Rather than admitting they’re wrong and fixing the problem (if that’s even possible), Apple will probably continue to deny this is a problem. But once it becomes a widespread issue, they’ll probably still deny it and quietly step up their behind the scenes anti-spam efforts. And we all know how well that’ll work.

Someone broke into a FEMA PBX system over the weekend and made over $12,000 worth of calls to Asia. The article tries to pass this off like it’s just some old school attack that’s no big deal, but to me that’s more embarrassing than if they’d been hacked using some zero-day no one had ever heard of. Getting owned because you forgot to change a password is incompetence, which is much worse than getting hit by something you had no way of defending against.

It sounds like someone was upgrading the system and forgot to change a default password over the weekend. At that point all it would take is a scan of the system with an automated tool getting lucky and finding the right phone line. Likely there’d be little or no skill involved, just having the right tools at the right time. I’m betting there’s a consultant somewhere in Maryland looking for a new client.

Oh, and FEMA (Federal Emergency Management Agency) is a branch of the Department of Homeland Security. Good job guys.

If the possibility of ending up on the Wall of Sheep at Defcon and Black Hat wasn’t enough for you, Mike Perry is about to release a tool that automatically steals the Gmail ID’s of any non-encrypted sessions it finds. If you’re surfing on the free, public wi-fi at your local coffee shop, anyone with a modicum of computer skills will be able to sniff your traffic with this tool and take over your account. Of course, this has been possible for quite some time, but this tool brings the difficulty down to something the average script kiddy can do rather than having to be Robert Graham.

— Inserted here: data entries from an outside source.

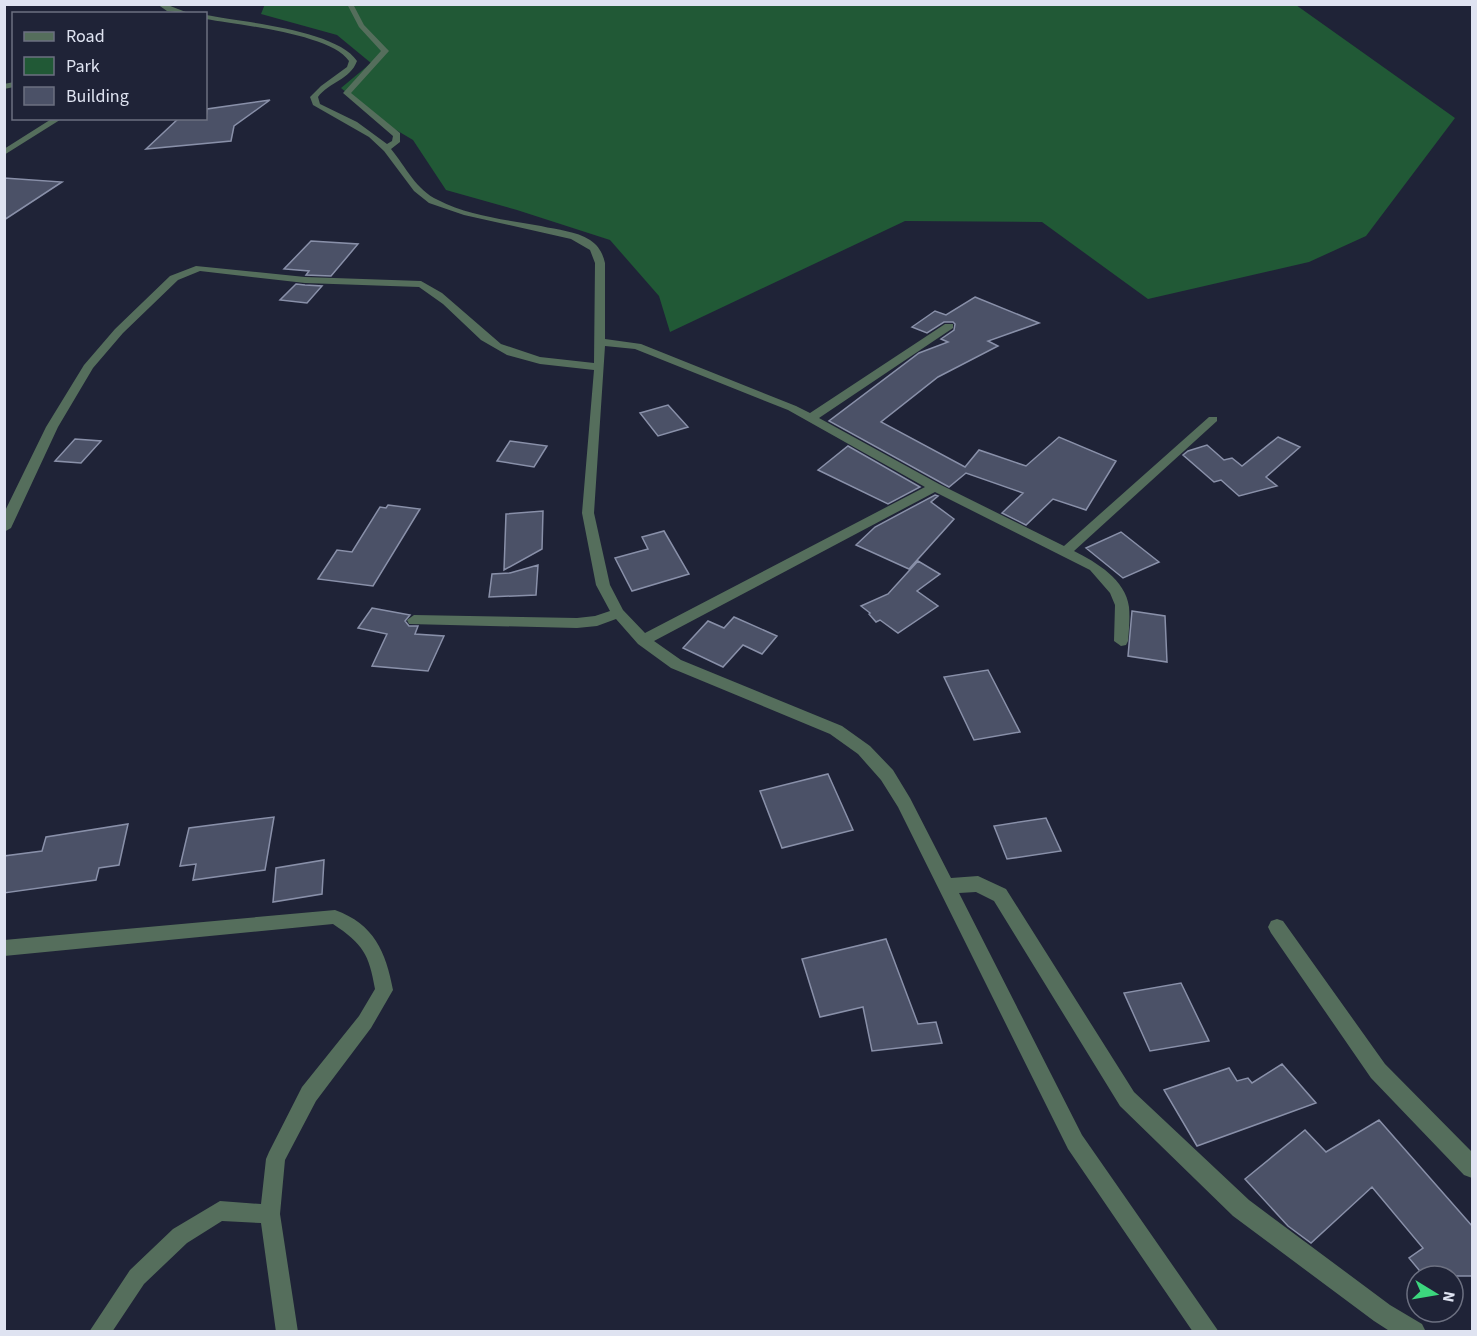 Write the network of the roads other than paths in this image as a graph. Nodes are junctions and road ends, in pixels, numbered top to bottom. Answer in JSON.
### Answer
{"nodes":[{"id":1,"x":160,"y":4,"type":"edge"},
{"id":2,"x":350,"y":4,"type":"edge"},
{"id":3,"x":178,"y":12,"type":"edge"},
{"id":4,"x":207,"y":17,"type":"edge"},
{"id":5,"x":214,"y":18,"type":"junction"},
{"id":6,"x":207,"y":23,"type":"edge"},
{"id":7,"x":55,"y":120,"type":"edge"},
{"id":8,"x":386,"y":148,"type":"junction"},
{"id":9,"x":4,"y":153,"type":"edge"},
{"id":10,"x":949,"y":326,"type":"dead end"},
{"id":11,"x":599,"y":342,"type":"junction"},
{"id":12,"x":600,"y":367,"type":"junction"},
{"id":13,"x":810,"y":418,"type":"junction"},
{"id":14,"x":1213,"y":419,"type":"dead end"},
{"id":15,"x":935,"y":487,"type":"junction"},
{"id":16,"x":4,"y":528,"type":"edge"},
{"id":17,"x":1066,"y":551,"type":"junction"},
{"id":18,"x":618,"y":613,"type":"junction"},
{"id":19,"x":414,"y":620,"type":"dead end"},
{"id":20,"x":643,"y":640,"type":"junction"},
{"id":21,"x":1121,"y":641,"type":"dead end"},
{"id":22,"x":946,"y":886,"type":"junction"},
{"id":23,"x":1277,"y":927,"type":"dead end"},
{"id":24,"x":4,"y":948,"type":"edge"},
{"id":25,"x":1473,"y":1167,"type":"edge"},
{"id":26,"x":270,"y":1214,"type":"junction"},
{"id":27,"x":99,"y":1332,"type":"edge"},
{"id":28,"x":287,"y":1332,"type":"edge"},
{"id":29,"x":1207,"y":1332,"type":"edge"},
{"id":30,"x":1414,"y":1332,"type":"edge"}],
"edges":[{"from":1,"to":3,"type":"street"},
{"from":2,"to":8,"type":"street"},
{"from":4,"to":5,"type":"street"},
{"from":5,"to":6,"type":"street"},
{"from":5,"to":8,"type":"street"},
{"from":7,"to":9,"type":"street"},
{"from":8,"to":11,"type":"street"},
{"from":10,"to":13,"type":"street"},
{"from":11,"to":12,"type":"street"},
{"from":11,"to":13,"type":"street"},
{"from":12,"to":16,"type":"street"},
{"from":12,"to":18,"type":"street"},
{"from":13,"to":15,"type":"street"},
{"from":14,"to":17,"type":"street"},
{"from":15,"to":17,"type":"street"},
{"from":15,"to":20,"type":"street"},
{"from":17,"to":21,"type":"street"},
{"from":18,"to":19,"type":"street"},
{"from":18,"to":20,"type":"street"},
{"from":20,"to":22,"type":"street"},
{"from":22,"to":29,"type":"street"},
{"from":22,"to":30,"type":"street"},
{"from":23,"to":25,"type":"street"},
{"from":24,"to":26,"type":"lane"},
{"from":26,"to":27,"type":"lane"},
{"from":26,"to":28,"type":"lane"}]}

Gmail has been capable of running on SSL for quite some time, but it’s not something that’s enabled by default. I always typed the https in by hand, but I don’t completely trust that method. I’ve used Better Gmail2 in the past, but that doesn’t like FireFox 3 for some reason. There are also a number of scripts for GreaseMonkey that force Gmail to use SSL, but now Gmail has made it an option on the settings page. It’s on the bottom of the page and easy to miss if you’re not looking closely.

There’s no reason not to use HTTPS if you’re anywhere other than your home network. And quite frankly, there’s no real reason not to use it at home too. Google’s excuse that it might slow down your connection is pretty lame and if that’s the only reason you’re not using HTTPS, you need to rethink whether you should be accessing Gmail at all when remote.